[DATA LISTING — start]

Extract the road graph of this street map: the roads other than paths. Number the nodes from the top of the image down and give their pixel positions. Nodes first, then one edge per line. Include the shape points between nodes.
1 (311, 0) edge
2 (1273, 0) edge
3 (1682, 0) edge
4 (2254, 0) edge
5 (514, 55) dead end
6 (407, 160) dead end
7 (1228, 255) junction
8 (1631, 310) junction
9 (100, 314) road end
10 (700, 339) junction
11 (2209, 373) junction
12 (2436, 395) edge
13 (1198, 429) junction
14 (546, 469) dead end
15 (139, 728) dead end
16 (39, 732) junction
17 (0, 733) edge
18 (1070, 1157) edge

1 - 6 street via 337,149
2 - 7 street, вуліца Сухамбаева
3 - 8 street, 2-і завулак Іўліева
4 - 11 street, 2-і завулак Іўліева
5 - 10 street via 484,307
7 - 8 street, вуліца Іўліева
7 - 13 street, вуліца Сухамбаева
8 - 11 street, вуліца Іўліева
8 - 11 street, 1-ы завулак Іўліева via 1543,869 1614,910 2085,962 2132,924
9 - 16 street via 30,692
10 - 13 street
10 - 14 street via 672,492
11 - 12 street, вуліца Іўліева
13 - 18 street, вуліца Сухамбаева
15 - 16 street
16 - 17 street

[DATA LISTING — finish]

*EXERCISE PROMPT*
Repeat the whole listing, keeping every word exactly as it is.

*REPLY*
Extract the road graph of this street map: the roads other than paths. Number the nodes from the top of the image down and give their pixel positions. Nodes first, then one edge per line. Include the shape points between nodes.
1 (311, 0) edge
2 (1273, 0) edge
3 (1682, 0) edge
4 (2254, 0) edge
5 (514, 55) dead end
6 (407, 160) dead end
7 (1228, 255) junction
8 (1631, 310) junction
9 (100, 314) road end
10 (700, 339) junction
11 (2209, 373) junction
12 (2436, 395) edge
13 (1198, 429) junction
14 (546, 469) dead end
15 (139, 728) dead end
16 (39, 732) junction
17 (0, 733) edge
18 (1070, 1157) edge

1 - 6 street via 337,149
2 - 7 street, вуліца Сухамбаева
3 - 8 street, 2-і завулак Іўліева
4 - 11 street, 2-і завулак Іўліева
5 - 10 street via 484,307
7 - 8 street, вуліца Іўліева
7 - 13 street, вуліца Сухамбаева
8 - 11 street, вуліца Іўліева
8 - 11 street, 1-ы завулак Іўліева via 1543,869 1614,910 2085,962 2132,924
9 - 16 street via 30,692
10 - 13 street
10 - 14 street via 672,492
11 - 12 street, вуліца Іўліева
13 - 18 street, вуліца Сухамбаева
15 - 16 street
16 - 17 street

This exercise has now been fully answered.